>>>>>

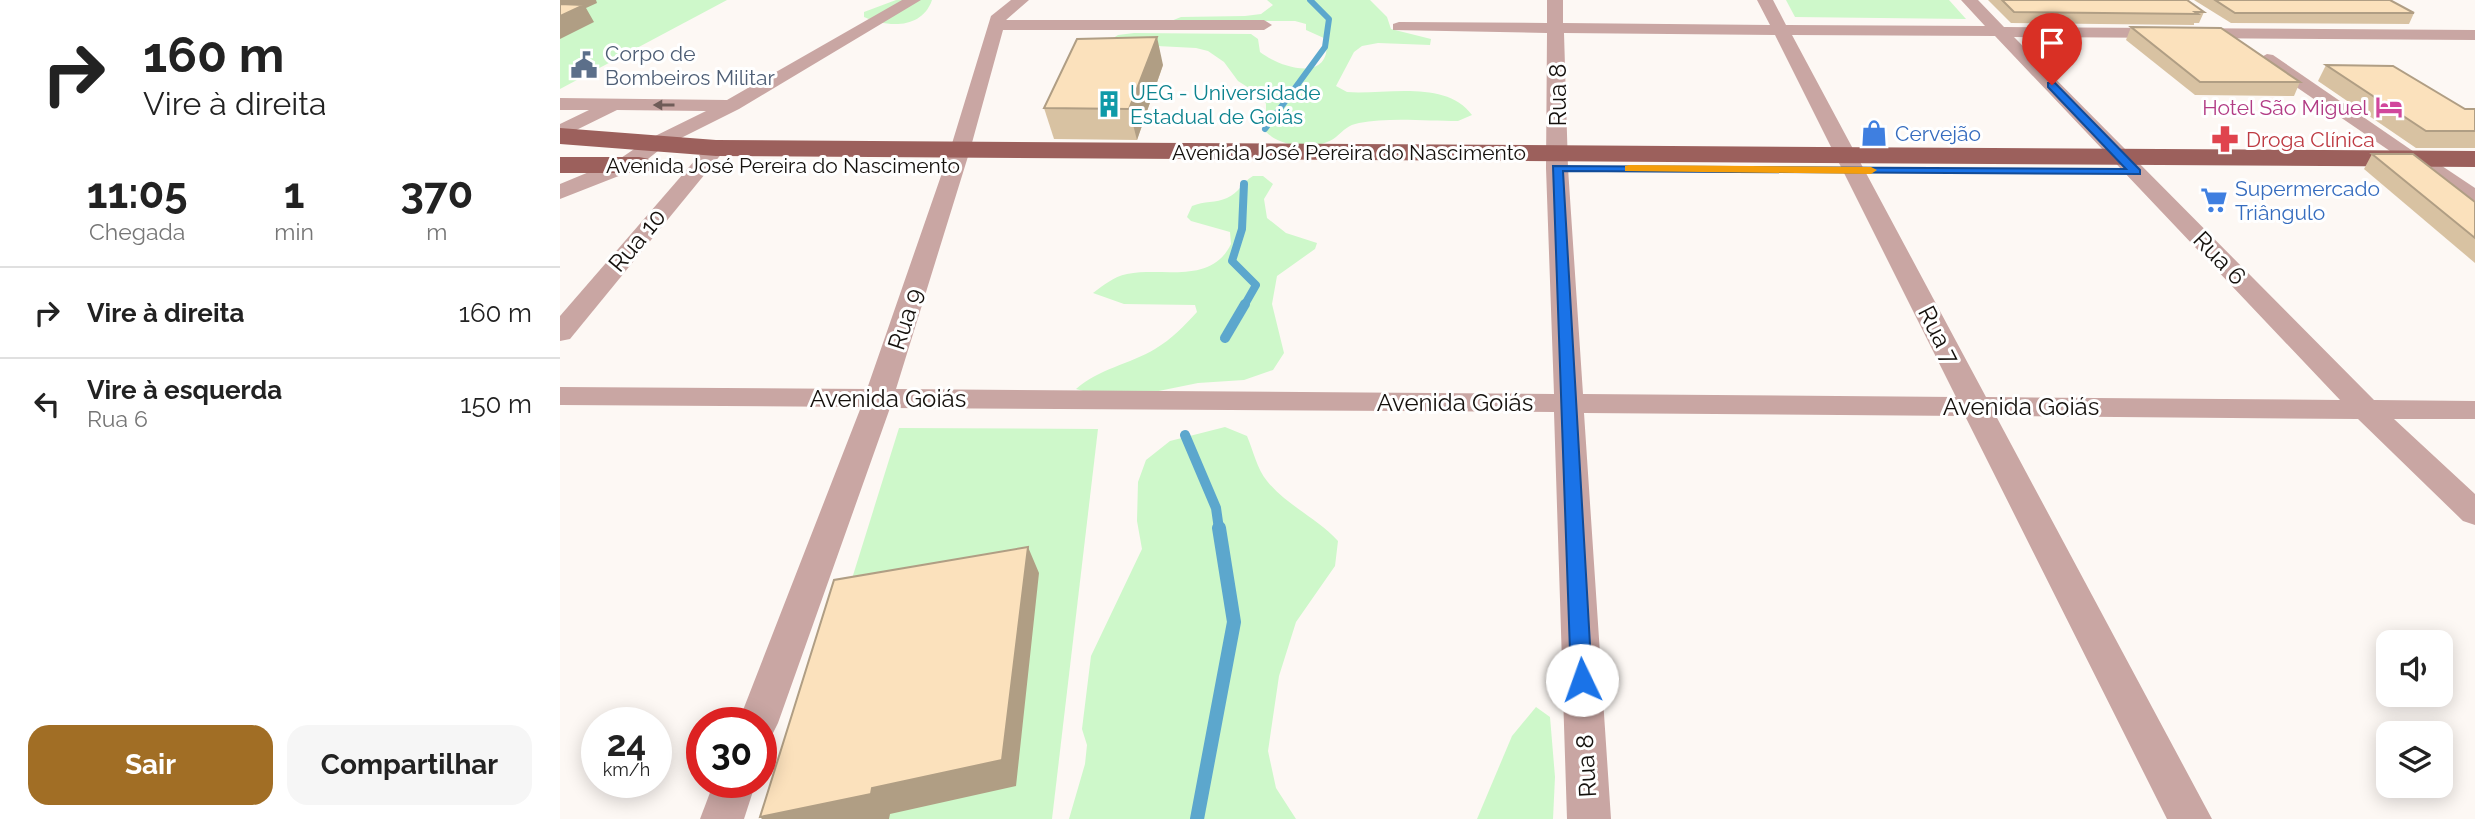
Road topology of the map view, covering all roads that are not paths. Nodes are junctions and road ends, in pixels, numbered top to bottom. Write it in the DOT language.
graph roads {
  1 [pos="913,0"];
  2 [pos="1021,0"];
  3 [pos="1555,0"];
  4 [pos="1765,0"];
  5 [pos="1969,0"];
  6 [pos="2199,13"];
  7 [pos="2422,18"];
  8 [pos="996,25"];
  9 [pos="1264,25"];
  10 [pos="1399,27"];
  11 [pos="1556,28"];
  12 [pos="1780,30"];
  13 [pos="2000,32"];
  14 [pos="2229,33"];
  15 [pos="2455,35"];
  16 [pos="2475,36"];
  17 [pos="2475,46"];
  18 [pos="560,104"];
  19 [pos="616,104"];
  20 [pos="732,105"];
  21 [pos="560,134"];
  22 [pos="656,144"];
  23 [pos="709,155"];
  24 [pos="957,158"];
  25 [pos="2475,159"];
  26 [pos="1557,161"];
  27 [pos="1849,163"];
  28 [pos="2129,164"];
  29 [pos="560,165"];
  30 [pos="626,165"];
  31 [pos="2424,166"];
  32 [pos="2475,174"];
  33 [pos="560,192"];
  34 [pos="2475,200"];
  35 [pos="560,333"];
  36 [pos="560,396"];
  37 [pos="879,398"];
  38 [pos="1568,403"];
  39 [pos="1975,406"];
  40 [pos="2366,409"];
  41 [pos="2475,410"];
  42 [pos="2475,513"];
  43 [pos="764,707"];
  44 [pos="729,798"];
  45 [pos="722,819"];
  46 [pos="1589,819"];
  47 [pos="2190,819"];
  1 -- 20 [label="street"];
  2 -- 8 [label="street, Rua 9"];
  3 -- 11 [label="street, Rua 8"];
  4 -- 12 [label="street, Rua 7"];
  5 -- 13 [label="street, Rua 6"];
  6 -- 14 [label="street"];
  7 -- 15 [label="street"];
  8 -- 9 [label="street"];
  8 -- 24 [label="street, Rua 9"];
  10 -- 11 [label="street"];
  11 -- 12 [label="street"];
  11 -- 26 [label="street, Rua 8"];
  12 -- 13 [label="street"];
  12 -- 27 [label="street, Rua 7"];
  13 -- 14 [label="street"];
  13 -- 28 [label="street, Rua 6"];
  14 -- 15 [label="street"];
  14 -- 31 [label="street"];
  15 -- 16 [label="street"];
  15 -- 17 [label="street"];
  18 -- 19 [label="street"];
  20 -- 19 [label="street, one-way"];
  19 -- 21 [label="street"];
  20 -- 22 [label="street"];
  21 -- 22 [label="main road, Avenida José Pereira do Nascimento"];
  22 -- 23 [label="main road, Avenida José Pereira do Nascimento"];
  22 -- 30 [label="street"];
  23 -- 24 [label="main road, Avenida José Pereira do Nascimento"];
  23 -- 30 [label="main road, Avenida José Pereira do Nascimento"];
  23 -- 35 [label="street, Rua 10"];
  24 -- 26 [label="main road, Avenida José Pereira do Nascimento"];
  24 -- 37 [label="street, Rua 9"];
  25 -- 31 [label="main road, Avenida José Pereira do Nascimento"];
  26 -- 27 [label="main road, Avenida José Pereira do Nascimento"];
  26 -- 38 [label="street, Rua 8"];
  27 -- 28 [label="main road, Avenida José Pereira do Nascimento"];
  27 -- 39 [label="street, Rua 7"];
  28 -- 31 [label="main road, Avenida José Pereira do Nascimento"];
  28 -- 40 [label="street, Rua 6"];
  29 -- 30 [label="main road, Avenida José Pereira do Nascimento"];
  30 -- 33 [label="street"];
  31 -- 32 [label="main road, Avenida José Pereira do Nascimento"];
  31 -- 34 [label="street"];
  36 -- 37 [label="street, Avenida Goiás"];
  37 -- 38 [label="street, Avenida Goiás"];
  37 -- 43 [label="street, Rua 9"];
  38 -- 39 [label="street, Avenida Goiás"];
  38 -- 46 [label="street, Rua 8"];
  39 -- 40 [label="street, Avenida Goiás"];
  39 -- 47 [label="street, Rua 7"];
  40 -- 41 [label="street, Avenida Goiás"];
  40 -- 42 [label="street, Rua 6"];
  44 -- 45 [label="street"];
}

<<<<<

### [Task to complete]
Go through the entries above and copy out every line that includes the word "roads".

### [Exercise answer]
Road topology of the map view, covering all roads that are not paths. Nodes are junctions and road ends, in pixels, numbered top to bottom. Write it in the DOT language.
graph roads {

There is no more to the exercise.